Profiles#
A profile bundles the four settings that determine where a Kinetic
job runs — project, zone, cluster, and namespace (see
Configuration for what each one controls) —
under a single name. Instead of re-exporting KINETIC_* environment
variables for each cluster you target, you save a profile once and
switch between them with a single command.
Profiles are optional and additive. If you have never run
kinetic profile create, the existing env-var and prompt flow is
unchanged.
When to use profiles#
You work with more than one cluster (for example, a dev cluster and a team-shared GPU cluster).
You want to chase spot capacity across zones or regions — keep a profile per (zone, cluster) pair and switch when one runs dry.
You move between projects or namespaces often enough that exporting env vars manually is slowing you down.
Multiple people share a machine or dotfiles and need clean switching between their own configurations.
For single-cluster setups, plain KINETIC_* env vars are still the
simplest path — see Configuration for the full
list and what each one does.
Quick start#
Create two profiles — the first becomes active automatically:
kinetic profile create dev-tpu \
--project my-ml-dev --zone us-central2-b --cluster dev-tpu
kinetic profile create team-gpu \
--project my-ml-prod --zone us-east1-b --cluster team-gpu \
--namespace alice
Either pass the fields as flags (as above) or omit them to be prompted
interactively. Any field you don’t pass is read from KINETIC_* env
vars, then prompted for if still unset.
List what’s saved and switch between them:
kinetic profile ls # active profile marked with *
kinetic profile use team-gpu
kinetic profile show # settings of the active profile
The first profile you create is automatically promoted to active; after
that, the only way to change the active profile is
kinetic profile use NAME.
Commands#
Command |
What it does |
|---|---|
|
Save a new profile. Fills any field you don’t pass as a flag from |
|
List all profiles, with |
|
Mark |
|
Show a profile’s settings. Defaults to the active profile. |
|
Delete a profile.
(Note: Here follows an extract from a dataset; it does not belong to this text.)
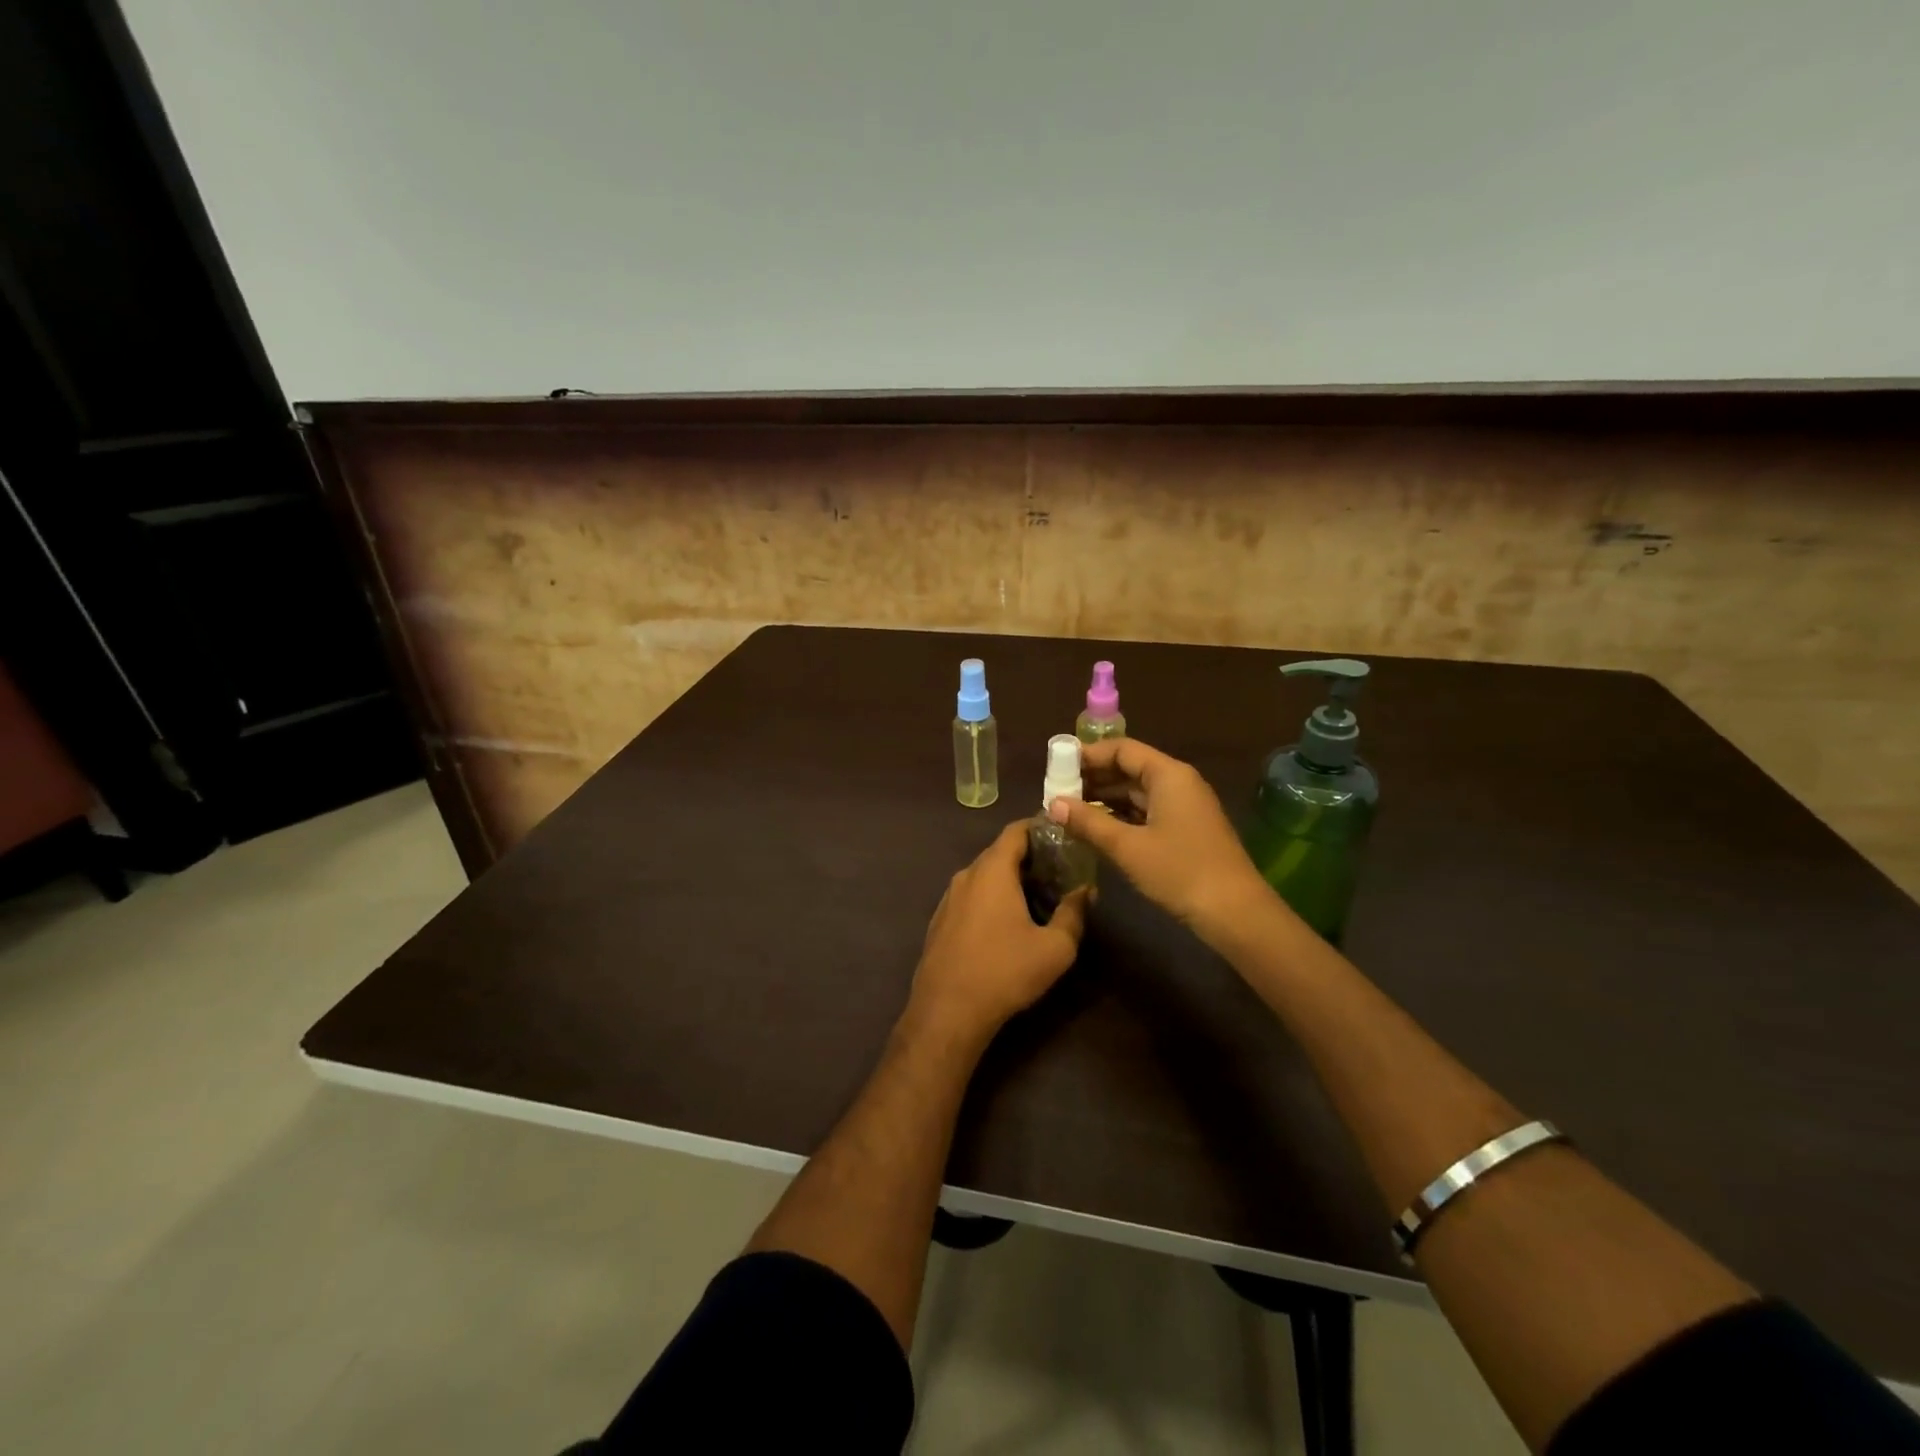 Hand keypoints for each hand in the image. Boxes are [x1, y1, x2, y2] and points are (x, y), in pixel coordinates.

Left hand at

Prompts unless |
Selecting a profile for one invocation#
Use --profile NAME (or KINETIC_PROFILE=NAME) to target a non-active
profile without changing the stored active one. The flag belongs to the
root kinetic command, so it must come before the subcommand:
# Works:
kinetic --profile team-gpu jobs list
# Also works:
KINETIC_PROFILE=team-gpu kinetic jobs list
# Does NOT work — --profile here would be a subcommand flag, not the global override.
kinetic jobs list --profile team-gpu
When the selector differs from the stored active profile,
kinetic profile ls marks the effective profile with * and prints
an annotation like Active profile: team-gpu (override; stored: dev-tpu)
underneath the table — so it’s always obvious which profile is actually
in effect for this invocation.
Where profiles sit in the precedence chain#
Profiles slot in below env vars and CLI flags:
CLI flag > KINETIC_* env var > active profile > built-in default
In practice that means:
Profiles give you good defaults without silencing explicit overrides.
KINETIC_PROJECT=other-proj kinetic upstill targetsother-projeven if the active profile names something else.kinetic --cluster adhoc statusstill targetsadhocregardless of profile.
kinetic config show prints the currently-active profile and, for each
setting, where its resolved value came from (profile, a KINETIC_*
env var, or default) — run it any time you want to see which layer
won.
Storage#
Profiles are local and per-user — they live on your machine only and
are not synced across teammates or across machines. If a workflow
needs to be reproducible by others, document it with KINETIC_* env
vars (or CLI flags) rather than relying on a shared profile name.
Profiles live in a single JSON file at ~/.kinetic/profiles.json:
{
"current": "team-gpu",
"profiles": {
"dev-tpu": { "project": "my-ml-dev", "zone": "us-central2-b", "cluster": "dev-tpu", "namespace": "default" },
"team-gpu": { "project": "my-ml-prod", "zone": "us-east1-b", "cluster": "team-gpu", "namespace": "alice" }
}
}
Editing the file by hand works, but the CLI is the supported path. Writes are atomic (tempfile + rename) so a crash mid-write will not corrupt the store.
If you need to relocate the file (for example, in CI) set
KINETIC_PROFILES_FILE to an alternate path.